This patch finishes the python3-ification of the lldb-server test suite.
It reverts the partial attempt in r352709 to encode/decode the string
via utf8 before writing to the socket. This wasn't enough because the
gdb-remote protocol can sometimes (but not very often) carry binary
data, and the utf8 codec chokes on that. Instead I add utility functions
to the "seven" module for performing "identity" transformations on the
byte data. This basically drills back the hole in the python type system
that the string/bytes distinction was supposed to plug. That is not
ideal, but was the best solution of the alternatives I could come up
with. The options I considered were:
- make use of the type system to add type safety to the test suite: This required making a lot of changes to the test suite, since most of the strings would now become byte objects instead, and it was not even fully clear to me where to draw the line. One extreme solution would be to just use byte objects everywhere, as the protocol doesn't support non-ascii characters anyway. However, this appeared to be: a) weird, because most of the protocol actually deals with strings, but we would have to prefix everything with 'b' b) clunky, because the handling of the bytes objects is sufficiently different in PY2 and PY3 (e.g. b'a'[0] is a string in PY2, but an int in PY3).

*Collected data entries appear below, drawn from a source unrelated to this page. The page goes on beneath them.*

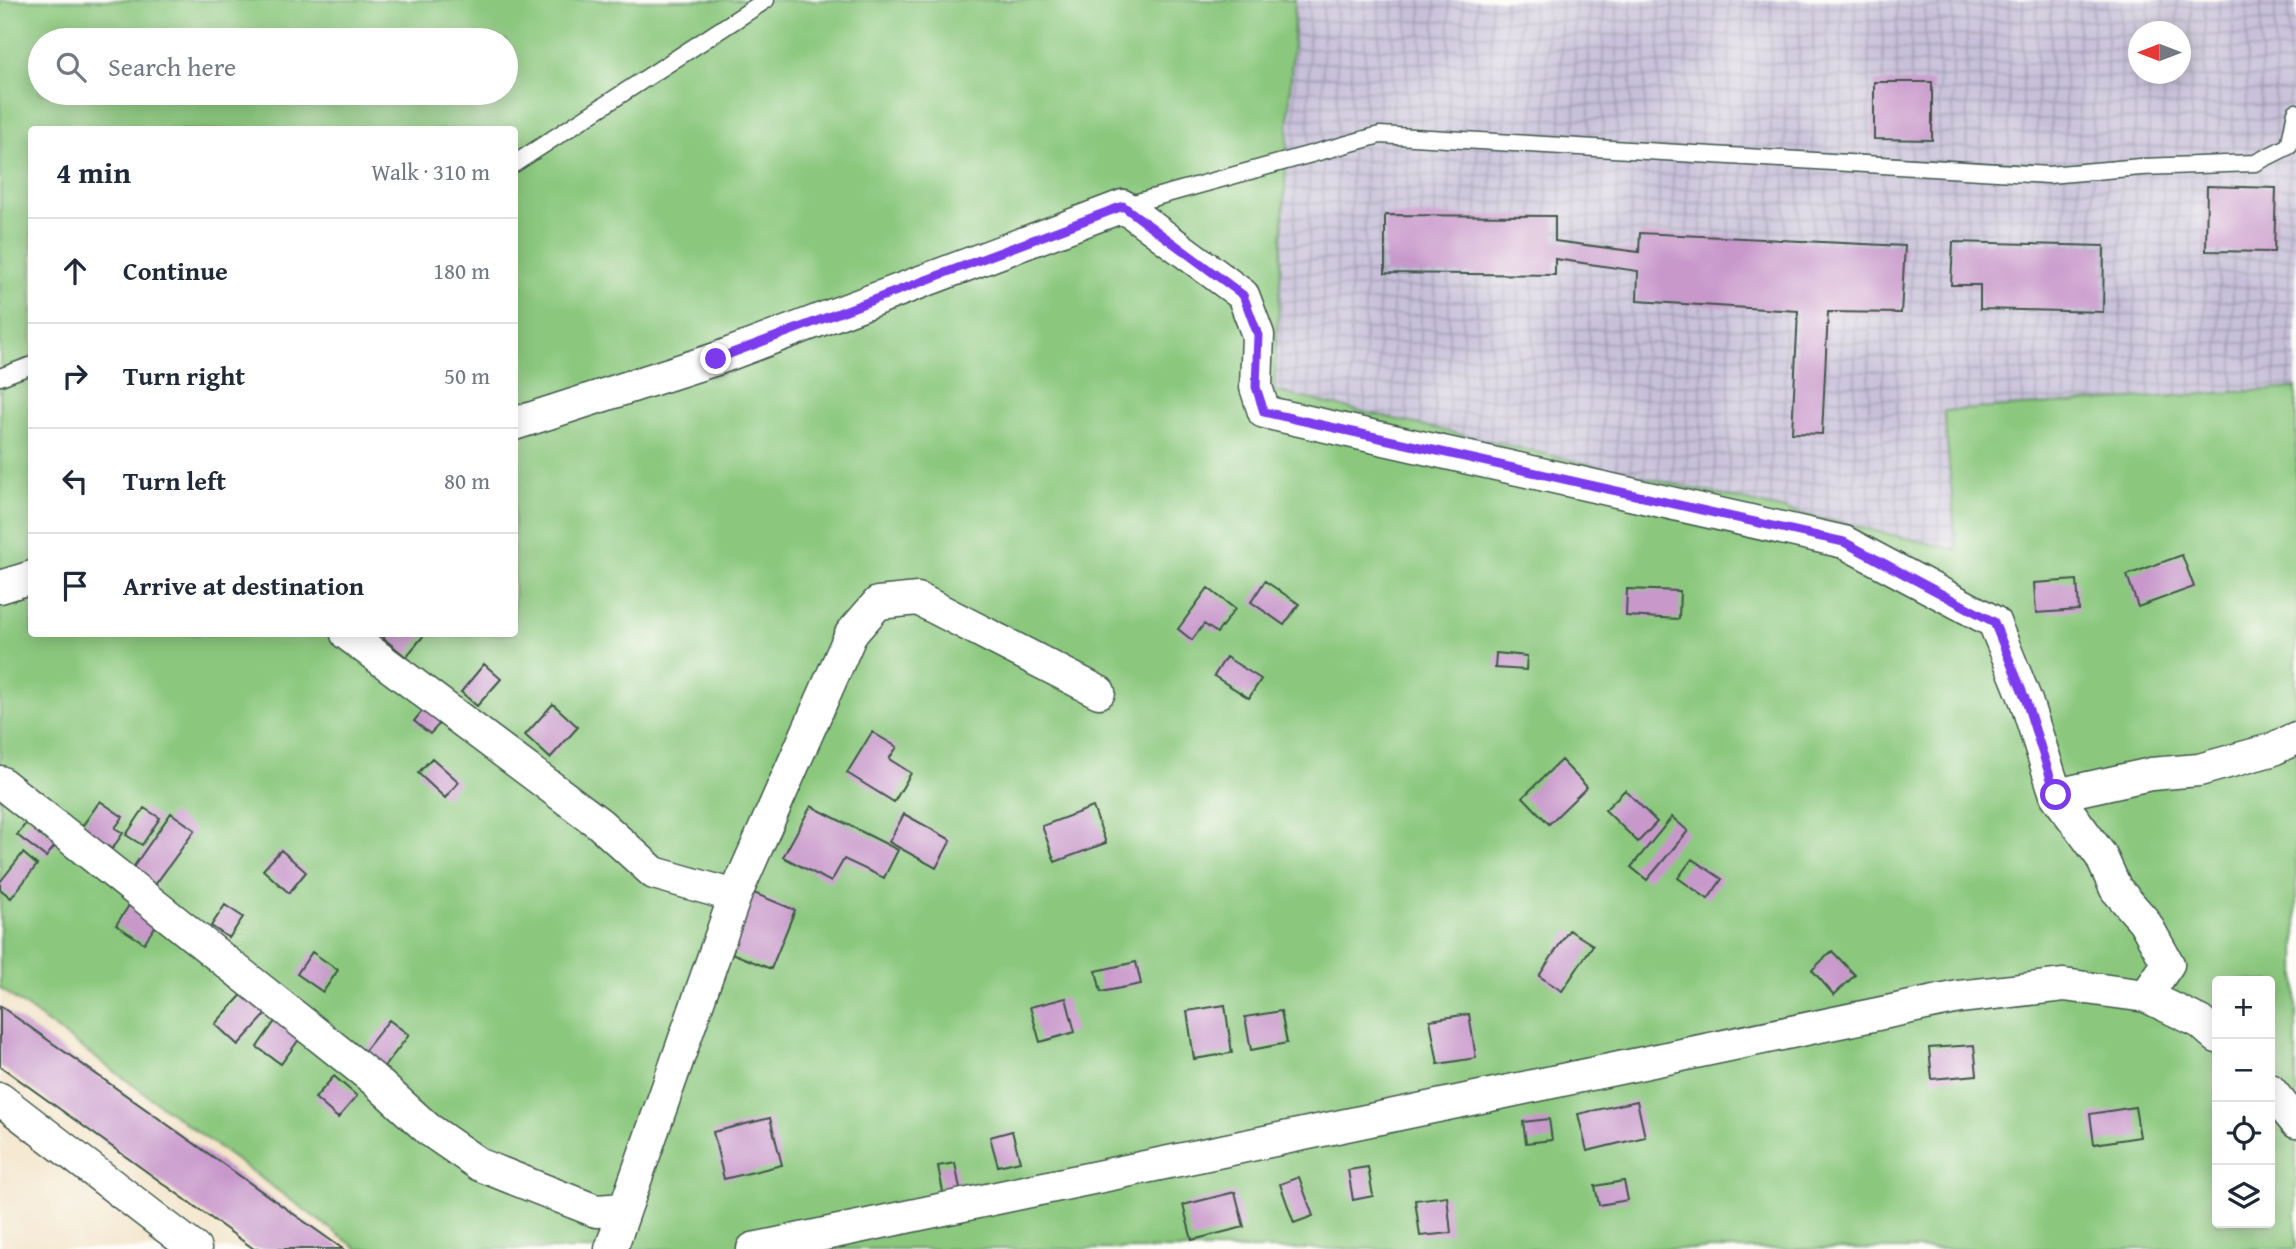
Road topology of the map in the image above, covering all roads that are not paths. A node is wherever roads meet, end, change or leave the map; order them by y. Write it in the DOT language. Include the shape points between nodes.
graph roads {
  1 [pos="766,0"];
  2 [pos="2296,112"];
  3 [pos="518,161"];
  4 [pos="1123,206"];
  5 [pos="28,366"];
  6 [pos="0,377"];
  7 [pos="518,423"];
  8 [pos="28,579"];
  9 [pos="0,587"];
  10 [pos="351,637"];
  11 [pos="1099,692"];
  12 [pos="2296,738"];
  13 [pos="0,782"];
  14 [pos="2056,795"];
  15 [pos="734,896"];
  16 [pos="2146,996"];
  17 [pos="2212,1033"];
  18 [pos="2275,1096"];
  19 [pos="0,1100"];
  20 [pos="2296,1122"];
  21 [pos="625,1209"];
  22 [pos="195,1249"];
  23 [pos="611,1249"];
  24 [pos="754,1249"];
  1 -- 3 [label="lane"];
  2 -- 4 [label="lane" via="2289,146 2255,163 2048,175 1380,135"];
  4 -- 7 [label="street" via="716,359"];
  4 -- 14 [label="street" via="1243,295 1258,335 1256,387 1264,412 1844,542 1994,622"];
  5 -- 6 [label="lane"];
  8 -- 9 [label="street"];
  10 -- 15 [label="street" via="600,824 654,873"];
  11 -- 15 [label="street" via="918,599 878,603 852,634"];
  12 -- 14 [label="street" via="2271,750 2199,770 2151,774"];
  13 -- 21 [label="street" via="372,1078 428,1129 480,1165 596,1211"];
  14 -- 16 [label="street" via="2101,856 2116,889 2144,920 2168,964"];
  15 -- 21 [label="street"];
  16 -- 17 [label="street"];
  16 -- 24 [label="street" via="2064,985 1959,997"];
  18 -- 20 [label="street"];
  19 -- 22 [label="street"];
  21 -- 23 [label="street"];
}
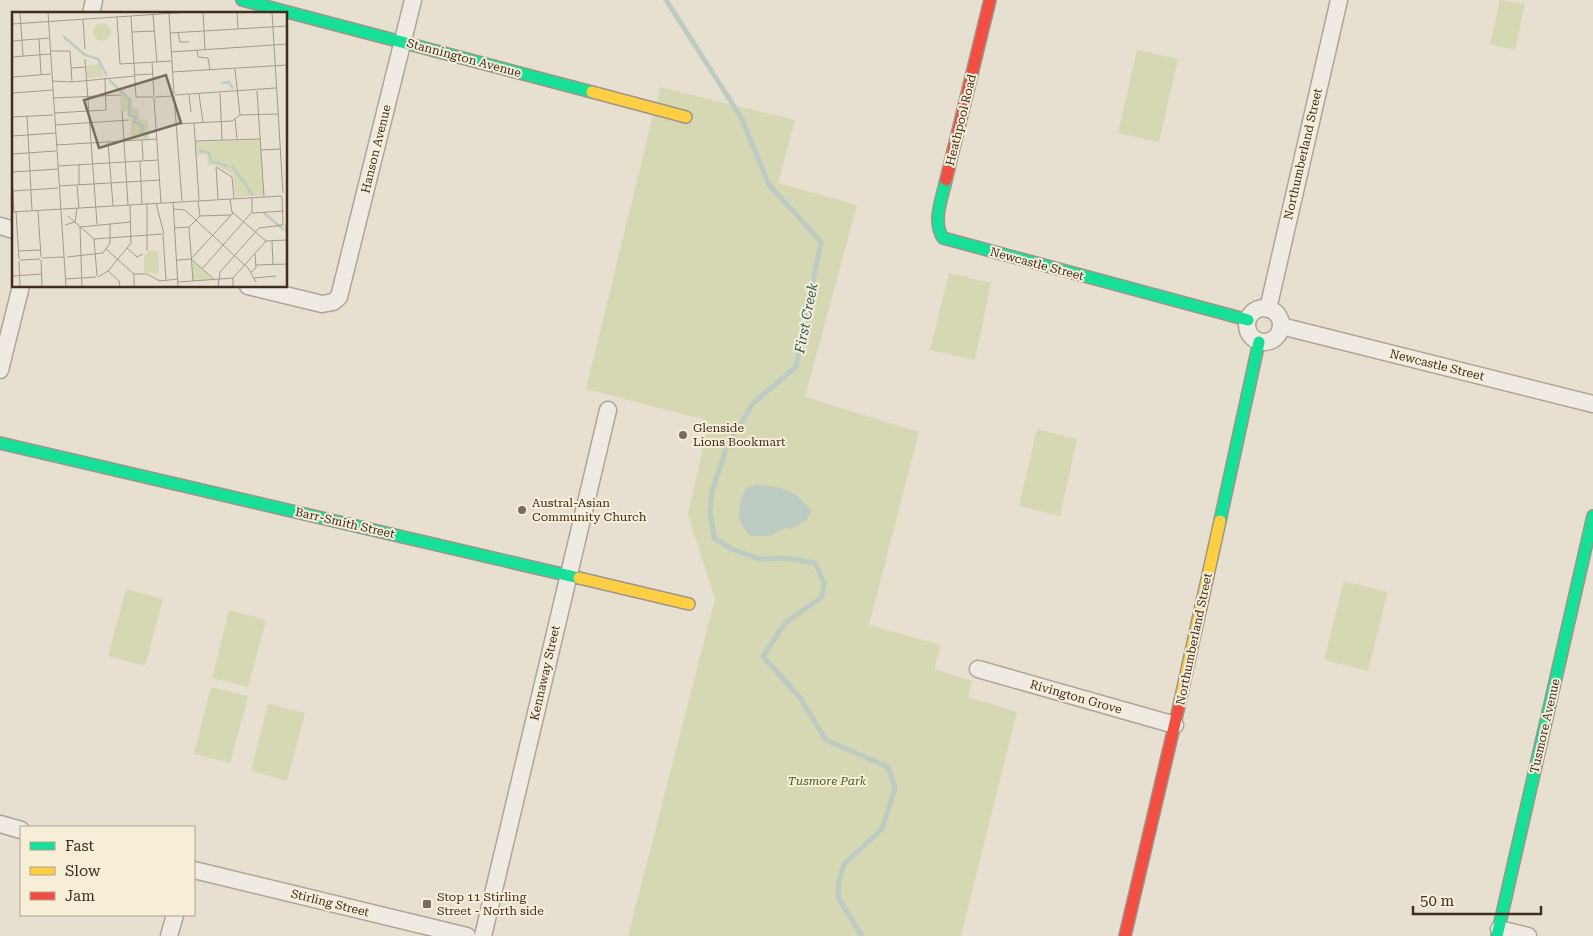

- using the latin1 codec (which gives an identity transformation for the first 256 code points of unicode) instead of the custom bytes_to_string functions. This almost could work, but it was still slightly different between python 2 and 3, because in PY2 in would return a unicode object, which would then cause problems when combined with regular strings if it contained 8-bit chars.
With this in mind, I think the best solution for the time being is to
just coerce everything into the string type as early as possible, and
have things proceed indentically on both python versions. Once we stop
supporting python3, we can revisit the idea of using bytes objects more
prevasively.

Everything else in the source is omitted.